Call for more certainty over business rate provisions

2 May 18

Whitehall must provide certainty for councils to stop changes to business rates costing them ‘considerable sums’, according to local government groups.

CIPFA and the Local Government Association have expressed concern that the move to value properties every three years rather than five could result in more business rate appeals.

They spoke to PF after a letter emerged in April suggesting the government had u-turned on a promise to compensate councils for loss of income due to the reversal of the so-called ‘staircase tax’.

This is where businesses occupying more than one floor with stairs between were taxed for the separate levels as if they were different buildings.

Reversing this will mean councils are collecting less in business rates.

Chancellor Philip Hammond promised to reduce the valuations cycle in last year’s autumn Budget and in March brought the next valuation ahead a year to 2021.

Jo Pitt, CIPFA’s local government policy advisor, said appeals can cost councils “considerable amounts” and “takes money out of the system for public services”.

She said it was also possible the number of appeals could go down, since a ‘check and challenge’ system was introduced in April 2017, whereby companies have to provide evidence for an appeal.

But she said the big issue for councils was uncertainty. “If you don’t know exact figures it’s harder to budget,” Pitt said.

The Local Government Association said the number of appeals was likely to go up, as they could be made more often.

“More than a million businesses have challenged their bill since 2010 and hundreds of thousands of appeals are yet to be decided,” the association told PF.

When councils can collect 75% of business rate income by 2021, they will have to bear more of the cost of refunds, the LGA noted.

“A transparent and fair system of valuation and appeals is vital to provide greater certainty of cost,” the LGA said.

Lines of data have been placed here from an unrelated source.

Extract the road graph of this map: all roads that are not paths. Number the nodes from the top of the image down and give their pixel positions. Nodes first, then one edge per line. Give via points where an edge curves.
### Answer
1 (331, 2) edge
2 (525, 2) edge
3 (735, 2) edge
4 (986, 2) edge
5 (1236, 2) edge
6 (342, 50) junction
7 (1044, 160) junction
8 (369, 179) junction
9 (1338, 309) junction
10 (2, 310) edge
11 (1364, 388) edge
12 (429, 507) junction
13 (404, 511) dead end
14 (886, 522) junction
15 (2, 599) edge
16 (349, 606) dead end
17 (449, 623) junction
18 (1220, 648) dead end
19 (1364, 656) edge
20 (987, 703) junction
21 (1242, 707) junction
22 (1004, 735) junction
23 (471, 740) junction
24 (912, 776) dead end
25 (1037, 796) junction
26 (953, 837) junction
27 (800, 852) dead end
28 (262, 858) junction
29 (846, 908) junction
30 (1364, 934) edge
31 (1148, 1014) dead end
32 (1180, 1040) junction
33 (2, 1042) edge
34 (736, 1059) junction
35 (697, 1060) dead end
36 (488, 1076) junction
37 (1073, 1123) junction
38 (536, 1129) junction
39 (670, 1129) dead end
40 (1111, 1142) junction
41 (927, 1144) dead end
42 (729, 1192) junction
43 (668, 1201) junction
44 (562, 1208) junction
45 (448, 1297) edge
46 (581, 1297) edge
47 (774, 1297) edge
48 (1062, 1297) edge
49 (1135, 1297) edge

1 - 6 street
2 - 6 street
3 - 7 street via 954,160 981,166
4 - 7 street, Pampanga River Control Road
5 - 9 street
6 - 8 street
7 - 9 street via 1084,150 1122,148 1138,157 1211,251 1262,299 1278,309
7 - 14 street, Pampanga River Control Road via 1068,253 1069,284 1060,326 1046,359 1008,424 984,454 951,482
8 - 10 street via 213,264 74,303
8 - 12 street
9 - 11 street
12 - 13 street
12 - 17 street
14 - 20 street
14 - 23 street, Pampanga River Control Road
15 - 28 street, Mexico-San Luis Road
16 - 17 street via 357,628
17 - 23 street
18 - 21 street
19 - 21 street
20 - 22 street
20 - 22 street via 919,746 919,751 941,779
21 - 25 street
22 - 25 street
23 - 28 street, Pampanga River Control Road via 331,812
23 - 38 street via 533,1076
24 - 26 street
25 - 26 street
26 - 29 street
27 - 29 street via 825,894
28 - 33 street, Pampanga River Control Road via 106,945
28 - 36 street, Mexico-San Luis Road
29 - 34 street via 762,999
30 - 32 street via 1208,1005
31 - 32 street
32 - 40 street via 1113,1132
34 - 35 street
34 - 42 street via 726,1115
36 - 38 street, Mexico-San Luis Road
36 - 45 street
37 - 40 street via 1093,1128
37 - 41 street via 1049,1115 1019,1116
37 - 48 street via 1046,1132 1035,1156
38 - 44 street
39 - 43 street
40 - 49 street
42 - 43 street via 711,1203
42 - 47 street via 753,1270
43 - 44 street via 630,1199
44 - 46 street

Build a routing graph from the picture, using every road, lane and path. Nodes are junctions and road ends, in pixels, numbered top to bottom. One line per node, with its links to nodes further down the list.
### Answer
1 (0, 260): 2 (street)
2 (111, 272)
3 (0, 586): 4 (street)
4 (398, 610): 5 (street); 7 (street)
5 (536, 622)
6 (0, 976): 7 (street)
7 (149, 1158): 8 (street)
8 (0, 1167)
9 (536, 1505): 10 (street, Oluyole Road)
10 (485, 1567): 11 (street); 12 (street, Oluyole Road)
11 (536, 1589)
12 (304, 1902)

It suggested imposing a deadline on businesses putting in an appeal.

David Phillips, associate director at the Institute for Fiscal Studies, believed the number of appeals could drop because there are likely to be smaller changes in valuations over three-year rather than five-year cycles.

He suggested: “A centralised provision for appeals would be fairer because the councils are currently paying for appeals on valuations that are not under their control”.

There were 1,210 valuation appeals between 1 April and 31 December last year, according to government figures – a 99.3% drop in challenges in the same period after the last system change to limit appeals took effect in 2010.

A Ministry of Housing and Local Government spokesperson told PF: “The new [check and challenge] appeals system is designed to make the process of challenging business rates more structured, transparent and efficient which will help to manage the impact of more frequent revaluations.”

They added: “It is right that people have the ability to challenge their valuations. The ministry is working closely with local government to consider how the effects of these are best managed across the sector as we move towards 75% rate retention.”